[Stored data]
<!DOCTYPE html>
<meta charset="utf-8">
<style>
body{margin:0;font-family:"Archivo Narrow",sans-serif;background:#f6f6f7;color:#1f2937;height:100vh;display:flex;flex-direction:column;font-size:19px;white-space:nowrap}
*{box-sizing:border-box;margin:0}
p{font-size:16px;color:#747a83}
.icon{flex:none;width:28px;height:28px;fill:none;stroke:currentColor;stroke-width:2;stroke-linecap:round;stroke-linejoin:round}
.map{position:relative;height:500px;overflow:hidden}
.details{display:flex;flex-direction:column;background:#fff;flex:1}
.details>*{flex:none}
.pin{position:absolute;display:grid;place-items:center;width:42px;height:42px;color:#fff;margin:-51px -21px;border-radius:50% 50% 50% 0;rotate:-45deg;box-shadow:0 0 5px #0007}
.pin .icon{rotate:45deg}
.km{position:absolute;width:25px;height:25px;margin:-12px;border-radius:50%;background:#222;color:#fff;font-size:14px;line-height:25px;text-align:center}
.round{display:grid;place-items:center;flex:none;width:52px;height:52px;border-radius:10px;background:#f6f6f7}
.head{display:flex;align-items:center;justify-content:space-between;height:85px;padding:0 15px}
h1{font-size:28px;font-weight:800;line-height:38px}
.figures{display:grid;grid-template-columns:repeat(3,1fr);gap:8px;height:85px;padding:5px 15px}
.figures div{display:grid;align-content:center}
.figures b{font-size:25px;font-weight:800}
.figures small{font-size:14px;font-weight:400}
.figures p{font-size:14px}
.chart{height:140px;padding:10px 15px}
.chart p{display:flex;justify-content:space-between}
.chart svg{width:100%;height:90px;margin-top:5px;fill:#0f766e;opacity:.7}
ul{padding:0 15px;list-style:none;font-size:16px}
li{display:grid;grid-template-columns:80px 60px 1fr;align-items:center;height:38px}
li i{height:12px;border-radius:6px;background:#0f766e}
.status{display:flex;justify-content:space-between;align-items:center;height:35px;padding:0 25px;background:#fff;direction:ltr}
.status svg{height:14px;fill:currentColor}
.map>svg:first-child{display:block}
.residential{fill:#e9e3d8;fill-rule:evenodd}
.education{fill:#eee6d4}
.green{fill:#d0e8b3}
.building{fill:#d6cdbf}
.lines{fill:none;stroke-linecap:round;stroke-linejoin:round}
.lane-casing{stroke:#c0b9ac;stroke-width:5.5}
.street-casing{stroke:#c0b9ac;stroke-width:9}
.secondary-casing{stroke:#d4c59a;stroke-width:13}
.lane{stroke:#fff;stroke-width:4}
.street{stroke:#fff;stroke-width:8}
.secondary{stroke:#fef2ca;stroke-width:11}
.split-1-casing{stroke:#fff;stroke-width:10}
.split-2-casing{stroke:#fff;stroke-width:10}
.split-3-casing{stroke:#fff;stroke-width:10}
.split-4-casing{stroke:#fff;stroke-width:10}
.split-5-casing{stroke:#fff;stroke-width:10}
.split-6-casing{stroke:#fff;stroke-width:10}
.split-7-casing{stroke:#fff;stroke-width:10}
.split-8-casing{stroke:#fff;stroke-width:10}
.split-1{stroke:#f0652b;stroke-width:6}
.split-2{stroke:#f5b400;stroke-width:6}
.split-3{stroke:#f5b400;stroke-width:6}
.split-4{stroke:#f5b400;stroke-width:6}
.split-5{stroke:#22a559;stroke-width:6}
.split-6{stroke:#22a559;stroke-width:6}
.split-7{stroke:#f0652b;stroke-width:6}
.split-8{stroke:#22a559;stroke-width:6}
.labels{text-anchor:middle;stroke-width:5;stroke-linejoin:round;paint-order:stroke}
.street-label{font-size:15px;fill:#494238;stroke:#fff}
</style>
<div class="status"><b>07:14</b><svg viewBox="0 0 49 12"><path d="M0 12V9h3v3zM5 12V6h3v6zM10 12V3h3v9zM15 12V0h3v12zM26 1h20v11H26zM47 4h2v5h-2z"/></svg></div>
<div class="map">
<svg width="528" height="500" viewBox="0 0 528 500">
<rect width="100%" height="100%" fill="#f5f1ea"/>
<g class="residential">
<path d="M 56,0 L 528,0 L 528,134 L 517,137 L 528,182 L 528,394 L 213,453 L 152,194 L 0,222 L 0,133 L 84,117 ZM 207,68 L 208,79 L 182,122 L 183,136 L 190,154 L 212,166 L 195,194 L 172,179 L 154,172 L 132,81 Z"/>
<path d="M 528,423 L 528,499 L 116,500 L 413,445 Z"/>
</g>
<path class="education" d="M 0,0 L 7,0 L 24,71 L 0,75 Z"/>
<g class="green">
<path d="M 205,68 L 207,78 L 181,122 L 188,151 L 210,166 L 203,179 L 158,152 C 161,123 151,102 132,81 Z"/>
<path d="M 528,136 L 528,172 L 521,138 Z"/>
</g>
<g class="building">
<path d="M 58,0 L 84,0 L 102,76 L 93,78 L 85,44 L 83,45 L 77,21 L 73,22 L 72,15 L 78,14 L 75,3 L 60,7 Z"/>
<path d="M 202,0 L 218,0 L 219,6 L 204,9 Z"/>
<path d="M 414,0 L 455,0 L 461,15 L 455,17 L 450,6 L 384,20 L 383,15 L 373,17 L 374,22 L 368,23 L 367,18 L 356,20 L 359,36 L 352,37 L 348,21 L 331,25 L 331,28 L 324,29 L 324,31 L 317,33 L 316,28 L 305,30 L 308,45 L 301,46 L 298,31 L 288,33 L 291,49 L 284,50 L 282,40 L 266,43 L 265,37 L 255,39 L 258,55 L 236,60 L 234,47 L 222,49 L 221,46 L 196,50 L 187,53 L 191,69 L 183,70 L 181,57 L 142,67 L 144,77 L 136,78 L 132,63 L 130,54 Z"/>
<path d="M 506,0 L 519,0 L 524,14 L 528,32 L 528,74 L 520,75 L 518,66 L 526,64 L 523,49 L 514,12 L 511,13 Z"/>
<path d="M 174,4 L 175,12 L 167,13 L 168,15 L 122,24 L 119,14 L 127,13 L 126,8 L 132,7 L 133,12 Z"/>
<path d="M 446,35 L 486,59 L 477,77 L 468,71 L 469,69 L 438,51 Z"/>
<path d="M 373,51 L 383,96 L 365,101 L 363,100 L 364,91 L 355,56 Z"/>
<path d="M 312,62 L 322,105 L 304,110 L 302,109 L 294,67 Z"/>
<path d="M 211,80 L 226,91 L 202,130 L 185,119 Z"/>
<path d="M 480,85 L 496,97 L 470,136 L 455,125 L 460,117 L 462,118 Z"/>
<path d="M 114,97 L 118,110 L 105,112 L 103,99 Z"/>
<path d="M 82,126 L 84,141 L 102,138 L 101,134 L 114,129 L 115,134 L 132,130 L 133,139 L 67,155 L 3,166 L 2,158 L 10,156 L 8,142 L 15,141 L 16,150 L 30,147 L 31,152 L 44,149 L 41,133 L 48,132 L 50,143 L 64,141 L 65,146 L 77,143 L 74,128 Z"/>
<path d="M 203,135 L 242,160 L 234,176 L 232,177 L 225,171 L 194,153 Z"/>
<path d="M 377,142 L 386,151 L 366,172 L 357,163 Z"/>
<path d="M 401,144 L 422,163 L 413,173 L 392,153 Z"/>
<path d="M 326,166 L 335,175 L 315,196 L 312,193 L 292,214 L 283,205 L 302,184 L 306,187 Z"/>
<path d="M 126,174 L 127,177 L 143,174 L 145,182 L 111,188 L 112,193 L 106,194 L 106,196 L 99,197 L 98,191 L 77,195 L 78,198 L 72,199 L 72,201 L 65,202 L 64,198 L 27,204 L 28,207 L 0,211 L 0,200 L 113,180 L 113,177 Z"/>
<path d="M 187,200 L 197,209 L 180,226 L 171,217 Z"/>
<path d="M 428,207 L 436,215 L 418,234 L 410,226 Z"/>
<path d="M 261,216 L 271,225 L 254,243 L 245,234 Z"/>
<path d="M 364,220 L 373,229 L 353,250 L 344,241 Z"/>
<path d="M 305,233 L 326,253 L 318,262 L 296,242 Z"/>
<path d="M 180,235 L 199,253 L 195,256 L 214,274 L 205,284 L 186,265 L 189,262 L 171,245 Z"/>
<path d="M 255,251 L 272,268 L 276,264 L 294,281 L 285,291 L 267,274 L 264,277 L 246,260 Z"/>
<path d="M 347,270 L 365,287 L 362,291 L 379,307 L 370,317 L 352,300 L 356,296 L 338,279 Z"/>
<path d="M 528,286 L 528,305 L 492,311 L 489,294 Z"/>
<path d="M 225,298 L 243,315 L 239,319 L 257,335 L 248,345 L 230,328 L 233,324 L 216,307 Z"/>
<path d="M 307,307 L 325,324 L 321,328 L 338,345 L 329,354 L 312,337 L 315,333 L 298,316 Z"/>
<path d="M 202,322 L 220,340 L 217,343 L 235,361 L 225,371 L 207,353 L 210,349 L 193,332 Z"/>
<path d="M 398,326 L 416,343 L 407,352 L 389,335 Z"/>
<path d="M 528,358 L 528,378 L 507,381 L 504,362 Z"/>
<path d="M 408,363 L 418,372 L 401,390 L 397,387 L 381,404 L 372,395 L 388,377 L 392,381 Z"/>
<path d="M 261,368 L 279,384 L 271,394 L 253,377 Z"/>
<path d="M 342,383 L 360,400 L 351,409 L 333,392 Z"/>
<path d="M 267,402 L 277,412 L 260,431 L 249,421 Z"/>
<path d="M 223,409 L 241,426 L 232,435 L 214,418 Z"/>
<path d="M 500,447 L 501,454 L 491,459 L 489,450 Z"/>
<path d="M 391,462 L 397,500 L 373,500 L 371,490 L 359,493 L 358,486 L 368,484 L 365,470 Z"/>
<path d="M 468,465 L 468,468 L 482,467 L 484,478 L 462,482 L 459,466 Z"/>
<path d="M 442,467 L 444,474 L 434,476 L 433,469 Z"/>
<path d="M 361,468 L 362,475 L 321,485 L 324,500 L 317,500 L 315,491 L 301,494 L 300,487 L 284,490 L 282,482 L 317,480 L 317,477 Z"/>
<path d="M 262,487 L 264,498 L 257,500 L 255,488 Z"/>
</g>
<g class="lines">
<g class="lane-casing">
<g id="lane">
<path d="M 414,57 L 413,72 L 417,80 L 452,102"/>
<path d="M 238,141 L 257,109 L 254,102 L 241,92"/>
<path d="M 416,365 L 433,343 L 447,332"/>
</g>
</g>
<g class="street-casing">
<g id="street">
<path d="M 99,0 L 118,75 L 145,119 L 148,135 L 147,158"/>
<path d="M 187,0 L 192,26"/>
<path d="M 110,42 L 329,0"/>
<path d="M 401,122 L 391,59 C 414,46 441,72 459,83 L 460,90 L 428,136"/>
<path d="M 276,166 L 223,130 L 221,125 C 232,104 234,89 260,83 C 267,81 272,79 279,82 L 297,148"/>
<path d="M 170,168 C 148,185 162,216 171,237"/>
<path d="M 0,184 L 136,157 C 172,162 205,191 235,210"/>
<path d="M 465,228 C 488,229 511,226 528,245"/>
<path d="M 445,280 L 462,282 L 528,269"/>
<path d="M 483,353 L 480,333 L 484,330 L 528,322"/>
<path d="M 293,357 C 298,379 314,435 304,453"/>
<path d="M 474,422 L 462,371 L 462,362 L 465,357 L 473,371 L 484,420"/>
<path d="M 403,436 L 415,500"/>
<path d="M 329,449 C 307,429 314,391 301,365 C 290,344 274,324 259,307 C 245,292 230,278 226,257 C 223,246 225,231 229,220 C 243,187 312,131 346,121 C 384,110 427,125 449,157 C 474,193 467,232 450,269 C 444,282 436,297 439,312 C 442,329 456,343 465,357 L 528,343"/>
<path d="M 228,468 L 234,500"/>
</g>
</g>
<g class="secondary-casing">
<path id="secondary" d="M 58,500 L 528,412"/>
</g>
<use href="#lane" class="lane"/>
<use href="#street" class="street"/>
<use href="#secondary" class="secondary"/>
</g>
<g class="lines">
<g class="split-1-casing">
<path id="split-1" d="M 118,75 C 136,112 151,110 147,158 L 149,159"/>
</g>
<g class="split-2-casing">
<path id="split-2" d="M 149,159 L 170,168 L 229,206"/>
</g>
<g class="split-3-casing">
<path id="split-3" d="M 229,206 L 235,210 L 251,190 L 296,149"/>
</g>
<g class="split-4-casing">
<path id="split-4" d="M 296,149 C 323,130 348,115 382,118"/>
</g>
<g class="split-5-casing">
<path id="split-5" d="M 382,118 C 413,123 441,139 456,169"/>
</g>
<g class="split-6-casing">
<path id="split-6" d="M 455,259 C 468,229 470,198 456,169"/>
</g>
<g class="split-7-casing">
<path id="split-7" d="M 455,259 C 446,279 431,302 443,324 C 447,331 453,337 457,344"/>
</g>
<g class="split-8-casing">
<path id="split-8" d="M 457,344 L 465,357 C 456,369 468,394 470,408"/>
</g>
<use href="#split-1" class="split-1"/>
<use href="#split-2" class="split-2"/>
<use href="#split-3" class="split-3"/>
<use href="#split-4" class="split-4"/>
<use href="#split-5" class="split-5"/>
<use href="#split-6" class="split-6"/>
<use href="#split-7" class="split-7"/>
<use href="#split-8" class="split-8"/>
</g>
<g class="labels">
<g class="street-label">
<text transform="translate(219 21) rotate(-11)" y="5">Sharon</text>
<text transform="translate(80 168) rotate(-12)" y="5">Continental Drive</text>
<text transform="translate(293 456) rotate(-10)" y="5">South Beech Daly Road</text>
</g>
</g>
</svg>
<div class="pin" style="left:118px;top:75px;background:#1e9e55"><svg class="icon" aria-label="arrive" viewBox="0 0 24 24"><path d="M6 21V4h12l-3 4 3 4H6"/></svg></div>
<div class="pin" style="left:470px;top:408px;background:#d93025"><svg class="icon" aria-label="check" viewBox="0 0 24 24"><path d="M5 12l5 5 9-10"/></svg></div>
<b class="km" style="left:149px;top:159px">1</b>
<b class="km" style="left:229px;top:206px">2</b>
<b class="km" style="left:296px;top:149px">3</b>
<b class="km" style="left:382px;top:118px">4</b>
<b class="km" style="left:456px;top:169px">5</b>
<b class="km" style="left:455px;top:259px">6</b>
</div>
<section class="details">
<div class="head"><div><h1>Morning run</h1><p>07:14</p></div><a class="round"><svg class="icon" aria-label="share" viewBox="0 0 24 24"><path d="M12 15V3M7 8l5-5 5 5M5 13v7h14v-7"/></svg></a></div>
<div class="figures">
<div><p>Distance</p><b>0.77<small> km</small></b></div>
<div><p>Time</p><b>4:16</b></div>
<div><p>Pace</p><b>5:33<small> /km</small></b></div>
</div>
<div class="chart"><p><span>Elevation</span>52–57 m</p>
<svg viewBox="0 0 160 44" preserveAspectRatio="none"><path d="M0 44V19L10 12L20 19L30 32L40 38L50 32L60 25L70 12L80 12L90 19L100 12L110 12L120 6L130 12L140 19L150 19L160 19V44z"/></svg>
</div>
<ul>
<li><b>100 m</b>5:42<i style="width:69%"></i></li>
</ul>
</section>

__WHAT YOU ARE ASKED TO DO__
Return the lines beginning at the one that contains "44V19L10 12L20 19L30" and continuing through the last line of the data, exactly as they stand and without any others.

__RESPONSE TO THE EXERCISE__
<svg viewBox="0 0 160 44" preserveAspectRatio="none"><path d="M0 44V19L10 12L20 19L30 32L40 38L50 32L60 25L70 12L80 12L90 19L100 12L110 12L120 6L130 12L140 19L150 19L160 19V44z"/></svg>
</div>
<ul>
<li><b>100 m</b>5:42<i style="width:69%"></i></li>
</ul>
</section>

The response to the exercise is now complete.